**WHAT NEEDS TO BE DONE:**
Below are the records. State how many of their lines hold the word "paths", and add nothing else.

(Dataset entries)
=== Begin Enclosure ===

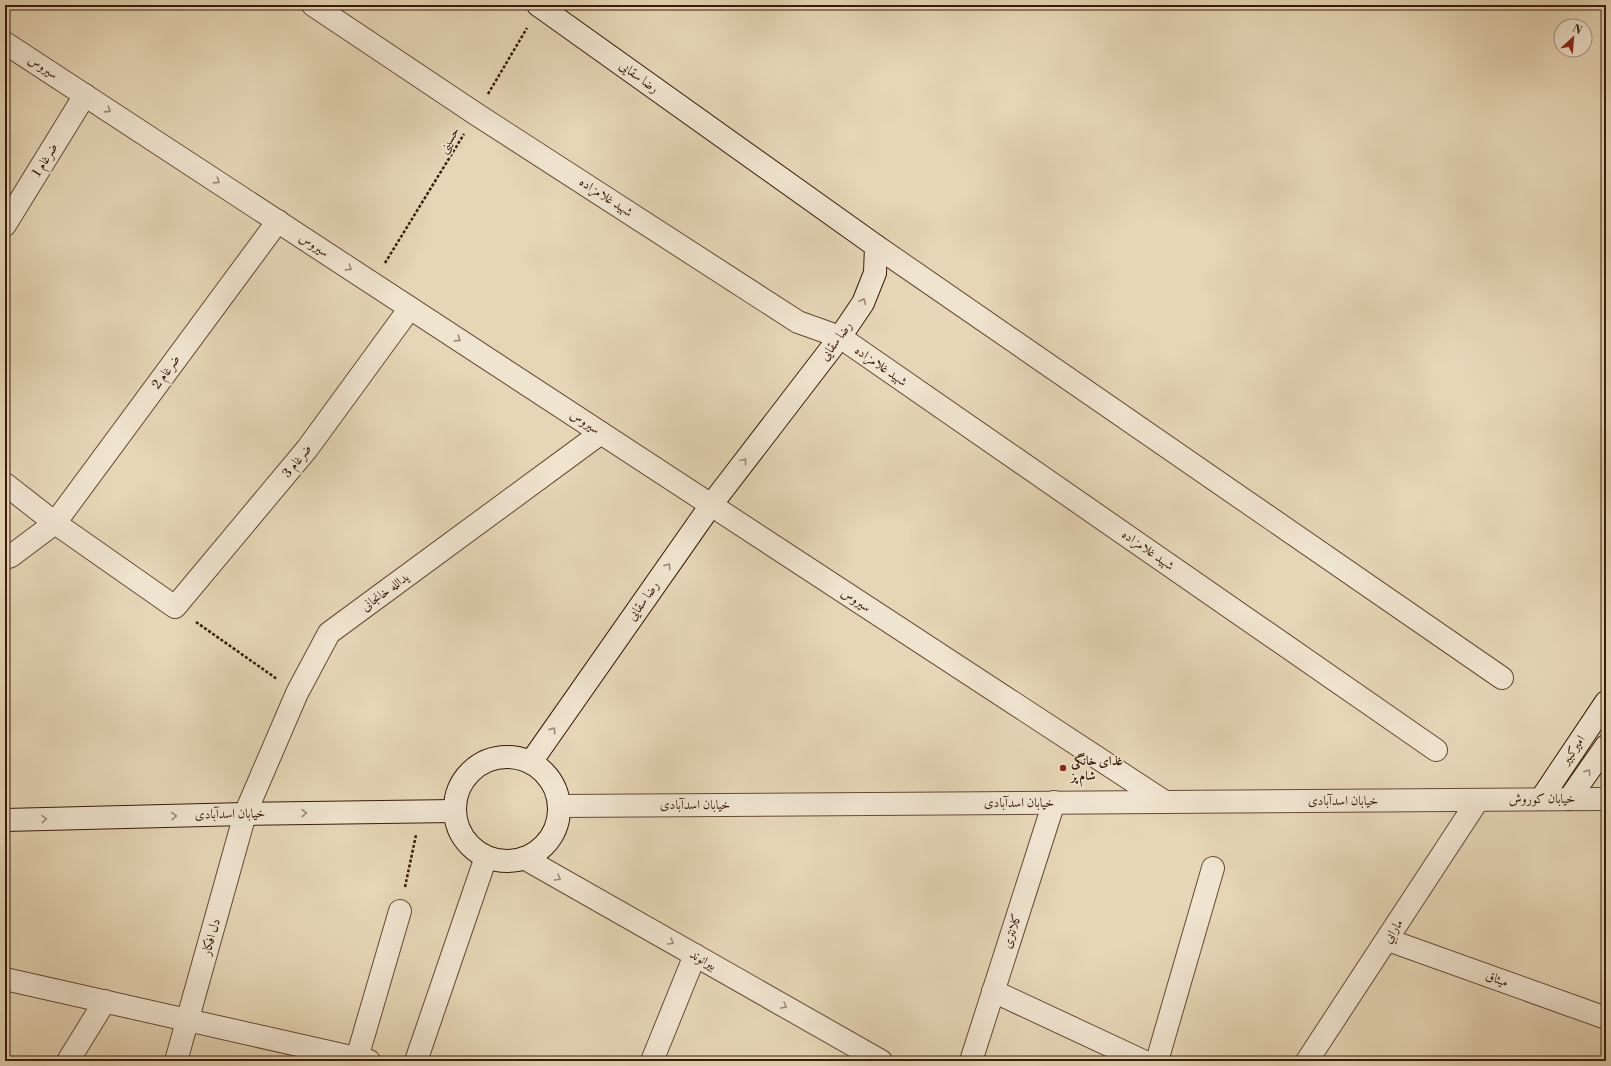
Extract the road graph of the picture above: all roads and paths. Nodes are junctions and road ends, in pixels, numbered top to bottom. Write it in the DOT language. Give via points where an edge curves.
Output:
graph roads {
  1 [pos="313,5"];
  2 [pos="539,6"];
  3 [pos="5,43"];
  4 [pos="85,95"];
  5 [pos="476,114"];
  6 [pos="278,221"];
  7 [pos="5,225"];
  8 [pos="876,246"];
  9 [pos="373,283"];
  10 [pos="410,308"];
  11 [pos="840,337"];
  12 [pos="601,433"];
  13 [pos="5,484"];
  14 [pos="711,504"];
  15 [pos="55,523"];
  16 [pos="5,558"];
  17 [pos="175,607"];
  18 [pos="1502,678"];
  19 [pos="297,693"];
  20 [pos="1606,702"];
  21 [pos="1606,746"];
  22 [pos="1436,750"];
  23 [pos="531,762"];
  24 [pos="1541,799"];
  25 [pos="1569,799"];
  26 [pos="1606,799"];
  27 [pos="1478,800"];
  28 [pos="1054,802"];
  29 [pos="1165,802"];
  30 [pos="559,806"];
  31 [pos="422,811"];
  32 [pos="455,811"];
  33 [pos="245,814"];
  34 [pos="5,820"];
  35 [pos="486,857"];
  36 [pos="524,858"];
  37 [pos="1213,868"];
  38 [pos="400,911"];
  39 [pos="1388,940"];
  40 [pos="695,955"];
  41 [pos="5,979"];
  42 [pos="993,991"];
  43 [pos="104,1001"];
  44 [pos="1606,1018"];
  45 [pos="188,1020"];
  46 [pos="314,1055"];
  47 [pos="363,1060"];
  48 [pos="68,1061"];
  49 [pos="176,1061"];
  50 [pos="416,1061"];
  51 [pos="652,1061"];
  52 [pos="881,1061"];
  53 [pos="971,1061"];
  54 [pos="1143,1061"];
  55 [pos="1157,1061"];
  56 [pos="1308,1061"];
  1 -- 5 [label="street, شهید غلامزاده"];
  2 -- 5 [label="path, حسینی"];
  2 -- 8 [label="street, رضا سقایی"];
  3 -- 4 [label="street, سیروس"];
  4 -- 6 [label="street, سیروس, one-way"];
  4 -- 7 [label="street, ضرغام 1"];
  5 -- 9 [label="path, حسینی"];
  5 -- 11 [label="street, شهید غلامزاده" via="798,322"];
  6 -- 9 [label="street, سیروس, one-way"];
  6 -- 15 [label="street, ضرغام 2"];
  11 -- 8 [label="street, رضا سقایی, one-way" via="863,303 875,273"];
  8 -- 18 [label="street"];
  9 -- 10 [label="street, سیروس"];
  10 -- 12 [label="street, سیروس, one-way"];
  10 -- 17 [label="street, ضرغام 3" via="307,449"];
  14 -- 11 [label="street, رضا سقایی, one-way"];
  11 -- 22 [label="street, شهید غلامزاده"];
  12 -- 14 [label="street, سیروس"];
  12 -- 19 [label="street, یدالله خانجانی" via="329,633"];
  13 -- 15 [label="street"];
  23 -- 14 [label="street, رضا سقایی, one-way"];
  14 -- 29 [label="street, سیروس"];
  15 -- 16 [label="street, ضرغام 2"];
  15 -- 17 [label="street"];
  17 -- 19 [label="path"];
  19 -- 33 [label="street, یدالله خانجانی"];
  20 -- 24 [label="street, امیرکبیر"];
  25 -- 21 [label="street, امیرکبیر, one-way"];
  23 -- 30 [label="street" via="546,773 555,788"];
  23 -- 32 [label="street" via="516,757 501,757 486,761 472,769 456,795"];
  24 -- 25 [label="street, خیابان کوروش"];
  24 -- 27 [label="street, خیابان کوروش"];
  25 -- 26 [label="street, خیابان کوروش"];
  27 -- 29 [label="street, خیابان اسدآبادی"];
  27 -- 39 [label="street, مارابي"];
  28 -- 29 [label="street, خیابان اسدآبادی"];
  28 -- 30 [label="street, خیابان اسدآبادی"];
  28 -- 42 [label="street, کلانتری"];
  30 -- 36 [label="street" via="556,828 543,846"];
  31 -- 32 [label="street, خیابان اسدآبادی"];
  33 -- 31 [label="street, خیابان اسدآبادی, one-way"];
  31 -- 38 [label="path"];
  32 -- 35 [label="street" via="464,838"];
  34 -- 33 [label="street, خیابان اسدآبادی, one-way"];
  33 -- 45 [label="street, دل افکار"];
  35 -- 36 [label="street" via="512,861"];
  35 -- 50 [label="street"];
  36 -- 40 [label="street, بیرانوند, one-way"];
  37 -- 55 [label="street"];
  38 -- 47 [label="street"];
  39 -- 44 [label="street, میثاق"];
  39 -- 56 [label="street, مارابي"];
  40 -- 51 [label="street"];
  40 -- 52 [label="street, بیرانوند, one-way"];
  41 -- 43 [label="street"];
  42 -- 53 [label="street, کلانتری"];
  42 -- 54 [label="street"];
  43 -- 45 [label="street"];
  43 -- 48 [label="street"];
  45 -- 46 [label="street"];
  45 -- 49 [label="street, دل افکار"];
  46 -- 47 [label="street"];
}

=== End Enclosure ===
=== Begin Enclosure ===

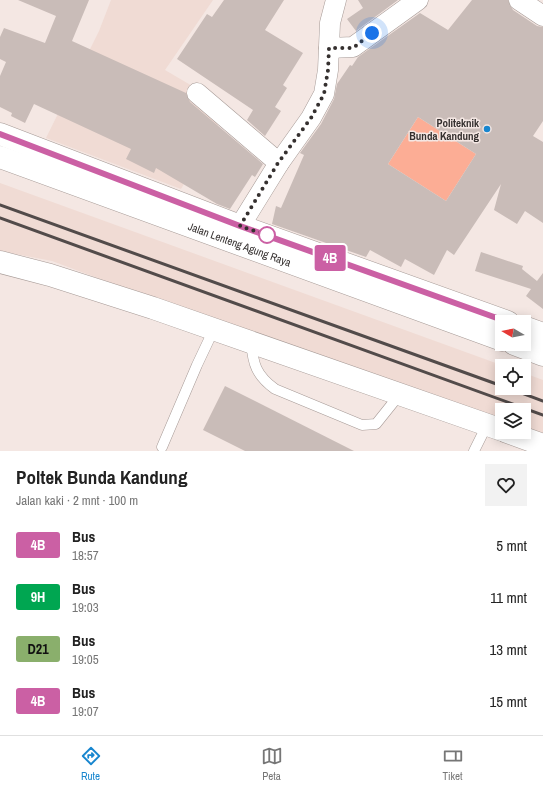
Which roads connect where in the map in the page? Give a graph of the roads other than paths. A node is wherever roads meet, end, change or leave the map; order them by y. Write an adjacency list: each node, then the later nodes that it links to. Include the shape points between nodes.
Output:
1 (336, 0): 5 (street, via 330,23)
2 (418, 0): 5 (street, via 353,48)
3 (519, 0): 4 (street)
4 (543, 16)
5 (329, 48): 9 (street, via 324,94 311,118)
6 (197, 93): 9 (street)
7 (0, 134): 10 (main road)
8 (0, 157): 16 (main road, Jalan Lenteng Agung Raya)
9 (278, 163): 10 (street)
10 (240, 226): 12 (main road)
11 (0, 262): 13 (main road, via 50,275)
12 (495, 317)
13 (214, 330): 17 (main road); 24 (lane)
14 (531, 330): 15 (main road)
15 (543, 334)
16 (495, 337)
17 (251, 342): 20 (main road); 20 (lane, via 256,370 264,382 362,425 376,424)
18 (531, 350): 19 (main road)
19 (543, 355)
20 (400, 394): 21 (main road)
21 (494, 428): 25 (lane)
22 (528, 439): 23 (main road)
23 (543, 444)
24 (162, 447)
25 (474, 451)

=== End Enclosure ===

**THE ANSWER:**
2